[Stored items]

● ● ●

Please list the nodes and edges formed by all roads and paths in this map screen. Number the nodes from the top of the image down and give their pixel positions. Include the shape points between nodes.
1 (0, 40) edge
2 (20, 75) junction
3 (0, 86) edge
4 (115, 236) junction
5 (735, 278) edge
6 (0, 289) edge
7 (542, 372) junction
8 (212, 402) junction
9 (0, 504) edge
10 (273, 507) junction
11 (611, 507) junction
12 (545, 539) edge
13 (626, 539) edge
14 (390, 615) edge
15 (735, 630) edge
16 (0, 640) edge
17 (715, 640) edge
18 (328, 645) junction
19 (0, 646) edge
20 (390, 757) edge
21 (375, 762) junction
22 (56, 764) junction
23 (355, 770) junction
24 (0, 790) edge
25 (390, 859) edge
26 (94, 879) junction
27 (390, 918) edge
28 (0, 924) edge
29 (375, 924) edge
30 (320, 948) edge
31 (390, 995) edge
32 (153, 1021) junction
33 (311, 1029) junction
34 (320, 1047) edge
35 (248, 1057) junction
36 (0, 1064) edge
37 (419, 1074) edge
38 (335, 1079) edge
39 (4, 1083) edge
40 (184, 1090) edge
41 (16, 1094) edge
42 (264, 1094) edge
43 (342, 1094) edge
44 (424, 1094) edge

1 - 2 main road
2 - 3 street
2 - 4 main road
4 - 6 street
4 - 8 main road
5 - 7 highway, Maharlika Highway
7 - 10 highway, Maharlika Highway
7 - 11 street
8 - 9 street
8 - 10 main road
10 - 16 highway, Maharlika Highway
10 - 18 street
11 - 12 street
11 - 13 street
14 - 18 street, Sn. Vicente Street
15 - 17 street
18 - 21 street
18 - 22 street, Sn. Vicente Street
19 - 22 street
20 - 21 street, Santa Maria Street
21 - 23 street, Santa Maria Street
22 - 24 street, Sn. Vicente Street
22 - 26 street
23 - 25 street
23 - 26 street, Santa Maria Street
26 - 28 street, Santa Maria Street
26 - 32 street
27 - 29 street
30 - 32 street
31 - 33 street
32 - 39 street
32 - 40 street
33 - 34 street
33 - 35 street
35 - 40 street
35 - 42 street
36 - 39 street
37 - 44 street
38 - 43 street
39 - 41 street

● ● ●

[What you need to do]: What you return should match every line above exactly.

[Response below]:
Please list the nodes and edges formed by all roads and paths in this map screen. Number the nodes from the top of the image down and give their pixel positions. Include the shape points between nodes.
1 (0, 40) edge
2 (20, 75) junction
3 (0, 86) edge
4 (115, 236) junction
5 (735, 278) edge
6 (0, 289) edge
7 (542, 372) junction
8 (212, 402) junction
9 (0, 504) edge
10 (273, 507) junction
11 (611, 507) junction
12 (545, 539) edge
13 (626, 539) edge
14 (390, 615) edge
15 (735, 630) edge
16 (0, 640) edge
17 (715, 640) edge
18 (328, 645) junction
19 (0, 646) edge
20 (390, 757) edge
21 (375, 762) junction
22 (56, 764) junction
23 (355, 770) junction
24 (0, 790) edge
25 (390, 859) edge
26 (94, 879) junction
27 (390, 918) edge
28 (0, 924) edge
29 (375, 924) edge
30 (320, 948) edge
31 (390, 995) edge
32 (153, 1021) junction
33 (311, 1029) junction
34 (320, 1047) edge
35 (248, 1057) junction
36 (0, 1064) edge
37 (419, 1074) edge
38 (335, 1079) edge
39 (4, 1083) edge
40 (184, 1090) edge
41 (16, 1094) edge
42 (264, 1094) edge
43 (342, 1094) edge
44 (424, 1094) edge

1 - 2 main road
2 - 3 street
2 - 4 main road
4 - 6 street
4 - 8 main road
5 - 7 highway, Maharlika Highway
7 - 10 highway, Maharlika Highway
7 - 11 street
8 - 9 street
8 - 10 main road
10 - 16 highway, Maharlika Highway
10 - 18 street
11 - 12 street
11 - 13 street
14 - 18 street, Sn. Vicente Street
15 - 17 street
18 - 21 street
18 - 22 street, Sn. Vicente Street
19 - 22 street
20 - 21 street, Santa Maria Street
21 - 23 street, Santa Maria Street
22 - 24 street, Sn. Vicente Street
22 - 26 street
23 - 25 street
23 - 26 street, Santa Maria Street
26 - 28 street, Santa Maria Street
26 - 32 street
27 - 29 street
30 - 32 street
31 - 33 street
32 - 39 street
32 - 40 street
33 - 34 street
33 - 35 street
35 - 40 street
35 - 42 street
36 - 39 street
37 - 44 street
38 - 43 street
39 - 41 street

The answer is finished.